Dataset entries:
-- Opening Marker --
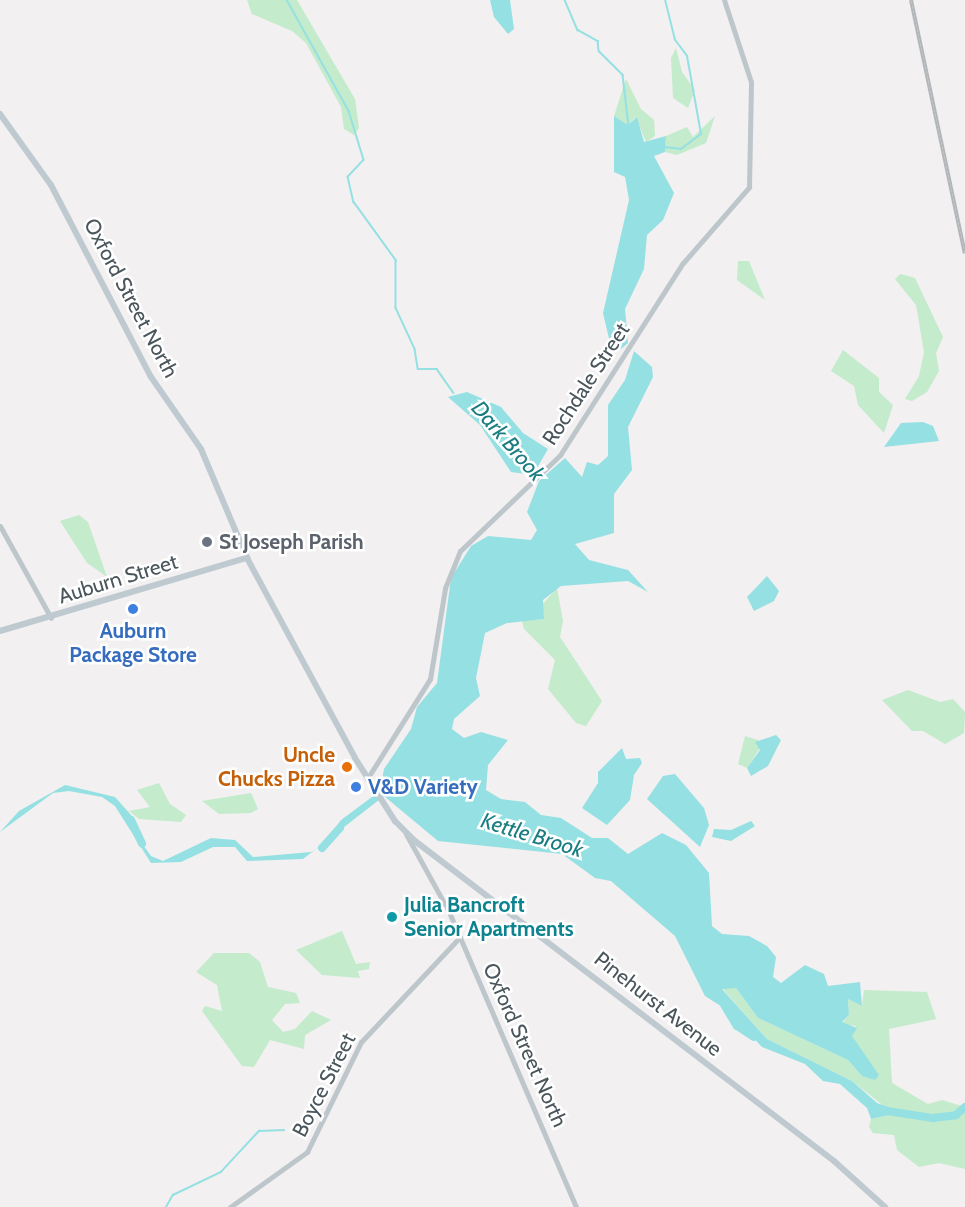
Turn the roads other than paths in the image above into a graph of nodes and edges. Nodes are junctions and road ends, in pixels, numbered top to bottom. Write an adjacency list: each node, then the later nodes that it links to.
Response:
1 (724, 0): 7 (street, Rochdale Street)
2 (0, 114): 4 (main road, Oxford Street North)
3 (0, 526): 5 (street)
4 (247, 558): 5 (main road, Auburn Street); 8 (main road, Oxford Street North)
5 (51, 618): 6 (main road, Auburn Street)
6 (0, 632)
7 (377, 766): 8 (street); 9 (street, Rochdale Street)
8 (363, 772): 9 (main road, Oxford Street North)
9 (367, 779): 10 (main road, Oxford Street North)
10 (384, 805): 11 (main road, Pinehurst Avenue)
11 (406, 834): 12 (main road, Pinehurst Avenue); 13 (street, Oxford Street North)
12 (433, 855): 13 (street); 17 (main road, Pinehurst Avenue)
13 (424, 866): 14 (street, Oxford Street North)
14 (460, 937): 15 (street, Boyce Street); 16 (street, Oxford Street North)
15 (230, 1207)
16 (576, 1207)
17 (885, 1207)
-- Closing Marker --
TASK TO COMPLETE:
A word-for-word transcription of the entries above, free of images, is what is wanted.

SOLUTION TO THIS EXERCISE:
Turn the roads other than paths in the image above into a graph of nodes and edges. Nodes are junctions and road ends, in pixels, numbered top to bottom. Write an adjacency list: each node, then the later nodes that it links to.
Response:
1 (724, 0): 7 (street, Rochdale Street)
2 (0, 114): 4 (main road, Oxford Street North)
3 (0, 526): 5 (street)
4 (247, 558): 5 (main road, Auburn Street); 8 (main road, Oxford Street North)
5 (51, 618): 6 (main road, Auburn Street)
6 (0, 632)
7 (377, 766): 8 (street); 9 (street, Rochdale Street)
8 (363, 772): 9 (main road, Oxford Street North)
9 (367, 779): 10 (main road, Oxford Street North)
10 (384, 805): 11 (main road, Pinehurst Avenue)
11 (406, 834): 12 (main road, Pinehurst Avenue); 13 (street, Oxford Street North)
12 (433, 855): 13 (street); 17 (main road, Pinehurst Avenue)
13 (424, 866): 14 (street, Oxford Street North)
14 (460, 937): 15 (street, Boyce Street); 16 (street, Oxford Street North)
15 (230, 1207)
16 (576, 1207)
17 (885, 1207)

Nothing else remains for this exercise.